Discussion in 'OT Technology' started by Peyomp, Jan 21, 2009.

  1. Peyomp

    Peyomp New Member

    Joined:
    Jan 11, 2002
    Messages:
    14,017
    Likes Received:
    0
    Yesterday I accidentally conducted a denial of service attack on my iPhone, using VOIP call flooding.

    I failed to turn off the 'call workers' on one instance of a Scalr server farm, and then proceeded to load test it with valid POSTs to queue calls in the database. 50 call workers processes then began to pull call information from the queue - which contained 39,000 records, to make 50 calls simultaneously - to my cell phone.

    It began to ring. Each time I pushed end call another was there. AT&T managed to deliver 37 simultaneous voicemails. In a couple minutes I managed to shut down the call workers and the flood ceased.

    Sort of. I kept getting voicemails in blocks of 90 at a time for the rest of the day. The voice was me as 'Vinnie' threatening my life. It was kinda creepy. For a while my service turned off. Checking the logs, it seems that out of 350 or so calls that were made, about 300 got through and were able to leave messages. I find this somewhat impressive, but part of me regrets not spawning 500 call workers instead of 50 to see what the network could really handle.

    I don't know if this has security implications beyond being humorous, but it is worth nothing that every major VoiceXML/VOIP software provider provides developer accounts without much in the way of credentials. It is also trivial to buy minutes in blocks from these same providers. Probably you could use this as a real DOS attack on someone's phone, or on an entire company's telephone system, if you had enough accounts distributed across providers.
     
  2. piratepenguin

    piratepenguin New Member

    Joined:
    Jun 18, 2006
    Messages:
    1,067
    Likes Received:
    0
    Location:
    Ireland
  3. deusexaethera

    deusexaethera OT Supporter

    Joined:
    Jan 27, 2005
    Messages:
    19,712
    Likes Received:
    0
    Heh. Shit, for a second I thought you meant you installed DOS on your cellphone...

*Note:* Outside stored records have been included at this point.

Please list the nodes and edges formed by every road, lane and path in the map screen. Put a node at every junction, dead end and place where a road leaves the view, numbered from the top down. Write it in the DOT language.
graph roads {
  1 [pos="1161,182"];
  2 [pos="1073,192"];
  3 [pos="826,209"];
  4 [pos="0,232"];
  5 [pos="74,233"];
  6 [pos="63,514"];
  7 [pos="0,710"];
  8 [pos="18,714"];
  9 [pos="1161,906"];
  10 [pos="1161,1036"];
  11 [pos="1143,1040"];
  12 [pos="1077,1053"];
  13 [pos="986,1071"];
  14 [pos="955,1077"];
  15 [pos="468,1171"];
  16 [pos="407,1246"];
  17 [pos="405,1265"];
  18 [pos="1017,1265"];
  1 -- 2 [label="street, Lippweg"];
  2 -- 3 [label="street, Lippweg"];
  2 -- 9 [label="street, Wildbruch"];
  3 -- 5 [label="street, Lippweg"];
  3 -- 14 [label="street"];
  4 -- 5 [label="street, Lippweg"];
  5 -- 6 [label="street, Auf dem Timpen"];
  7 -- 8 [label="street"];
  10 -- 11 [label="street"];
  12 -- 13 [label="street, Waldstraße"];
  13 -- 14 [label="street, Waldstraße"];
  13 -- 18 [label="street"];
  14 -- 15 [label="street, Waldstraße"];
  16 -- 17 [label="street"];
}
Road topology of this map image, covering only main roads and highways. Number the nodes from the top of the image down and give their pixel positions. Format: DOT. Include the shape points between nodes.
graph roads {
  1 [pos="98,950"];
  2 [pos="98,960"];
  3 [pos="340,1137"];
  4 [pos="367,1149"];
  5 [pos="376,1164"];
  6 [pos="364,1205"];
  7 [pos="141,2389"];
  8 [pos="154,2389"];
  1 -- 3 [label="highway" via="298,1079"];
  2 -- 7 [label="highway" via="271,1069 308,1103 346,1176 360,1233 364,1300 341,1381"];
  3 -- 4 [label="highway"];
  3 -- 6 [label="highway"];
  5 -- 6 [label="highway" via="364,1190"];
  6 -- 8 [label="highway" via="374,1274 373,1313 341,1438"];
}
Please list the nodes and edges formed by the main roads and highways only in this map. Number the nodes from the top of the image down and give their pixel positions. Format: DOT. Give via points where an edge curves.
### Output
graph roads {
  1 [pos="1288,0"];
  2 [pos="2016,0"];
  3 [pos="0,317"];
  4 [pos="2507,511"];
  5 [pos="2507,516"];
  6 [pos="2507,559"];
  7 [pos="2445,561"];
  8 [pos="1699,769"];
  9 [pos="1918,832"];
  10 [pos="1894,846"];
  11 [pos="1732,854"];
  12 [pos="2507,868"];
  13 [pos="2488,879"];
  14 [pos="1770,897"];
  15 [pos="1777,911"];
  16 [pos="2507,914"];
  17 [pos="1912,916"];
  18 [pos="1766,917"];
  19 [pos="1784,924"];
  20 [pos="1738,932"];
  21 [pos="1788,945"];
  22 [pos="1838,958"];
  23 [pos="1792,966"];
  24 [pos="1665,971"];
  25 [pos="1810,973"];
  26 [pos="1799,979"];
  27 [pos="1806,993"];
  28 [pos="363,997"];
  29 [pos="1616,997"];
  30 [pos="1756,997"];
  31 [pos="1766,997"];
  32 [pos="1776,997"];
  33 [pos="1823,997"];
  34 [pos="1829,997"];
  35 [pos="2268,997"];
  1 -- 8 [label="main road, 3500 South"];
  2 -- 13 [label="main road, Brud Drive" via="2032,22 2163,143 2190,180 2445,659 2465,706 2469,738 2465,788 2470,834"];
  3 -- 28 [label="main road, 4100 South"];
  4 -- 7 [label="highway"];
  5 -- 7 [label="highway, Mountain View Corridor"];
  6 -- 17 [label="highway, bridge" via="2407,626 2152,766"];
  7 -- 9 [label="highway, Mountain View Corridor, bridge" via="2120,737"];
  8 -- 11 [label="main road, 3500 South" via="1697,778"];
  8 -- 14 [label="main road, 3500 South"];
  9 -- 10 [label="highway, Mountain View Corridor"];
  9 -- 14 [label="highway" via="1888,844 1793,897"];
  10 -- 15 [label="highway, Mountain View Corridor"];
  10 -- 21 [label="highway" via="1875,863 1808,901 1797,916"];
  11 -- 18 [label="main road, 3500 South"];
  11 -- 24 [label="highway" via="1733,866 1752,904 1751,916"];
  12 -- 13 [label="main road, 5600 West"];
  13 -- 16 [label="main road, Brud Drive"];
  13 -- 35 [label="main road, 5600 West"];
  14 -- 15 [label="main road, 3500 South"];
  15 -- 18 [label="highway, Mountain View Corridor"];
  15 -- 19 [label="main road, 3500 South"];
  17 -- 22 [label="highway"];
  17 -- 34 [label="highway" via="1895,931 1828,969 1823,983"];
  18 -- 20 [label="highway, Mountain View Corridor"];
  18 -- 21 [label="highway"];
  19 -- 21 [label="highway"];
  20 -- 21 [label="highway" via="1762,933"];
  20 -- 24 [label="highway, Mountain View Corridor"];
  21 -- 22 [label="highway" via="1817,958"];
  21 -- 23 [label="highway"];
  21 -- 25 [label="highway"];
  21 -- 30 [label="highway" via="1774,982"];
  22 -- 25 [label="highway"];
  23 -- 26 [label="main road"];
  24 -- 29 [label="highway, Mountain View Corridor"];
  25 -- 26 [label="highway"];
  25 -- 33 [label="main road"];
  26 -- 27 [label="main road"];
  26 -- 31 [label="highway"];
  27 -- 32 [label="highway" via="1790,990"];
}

    /: atdt -dial 8888675309
    Connecting...

    :rofl:
     
  4. Peyomp

    Peyomp New Member

    Joined:
    Jan 11, 2002
    Messages:
    14,017
    Likes Received:
    0
    Well, I was sending synchronous requests to a VOIP provider, from 50 PIDs at a time, so its a bit more complex than that, but not much.

    Yeah, it was funny. Everyone was laughing as I was freaking out.
     
  5. piratepenguin

    piratepenguin New Member

    Joined:
    Jun 18, 2006
    Messages:
    1,067
    Likes Received:
    0
    Location:
    Ireland
    wait how do you call a mobile from your computer? The only way I knew of is Skype.

    also would you be able to accept calls on your computer, and setup e.g. voicemail?
     
  6. 95vr4

    95vr4 OT Supporter

    Joined:
    Oct 6, 2004
    Messages:
    2,513
    Likes Received:
    0
    Location:
    Weddington, NC
    A few years ago I added a button on the back end of our shopping cart labeled "Send Josh Random Momma Joke"

    which called something like this
    Code:
    <!--#include file="500mommajokes.asp"--> 
    call sendmail ("[email protected]", "New Message!!" , sRandommomma)
    ..... everyone got a kick out of clicking the hell out of that button for about a week or two :rofl::rofl:
     
  7. SLED

    SLED build an idiot proof device and someone else will

    Joined:
    Sep 20, 2001
    Messages:
    28,118
    Likes Received:
    0
    Location:
    AZ, like a bauce!
    :mamoru:
     
  8. Peyomp

    Peyomp New Member

    Joined:
    Jan 11, 2002
    Messages:
    14,017
    Likes Received:
    0
    We can make 1000 outbound calls simultaneously, or as many inbound. Google VoiceXML and IVR :)
     
  9. nucklearknight

    nucklearknight New Member

    Joined:
    Sep 21, 2008
    Messages:
    367
    Likes Received:
    0
    Location:
    San Francisco, California
    Lawl that's what I thought too :pp
     
  10. 95vr4

    95vr4 OT Supporter

    Joined:
    Oct 6, 2004
    Messages:
    2,513
    Likes Received:
    0
    Location:
    Weddington, NC
    I interviewed with a company last week which had a massive on site VOIP call center on multiple T3's. All their calls are routed from Atlanta to one of 4-5 of their nationwide call centers.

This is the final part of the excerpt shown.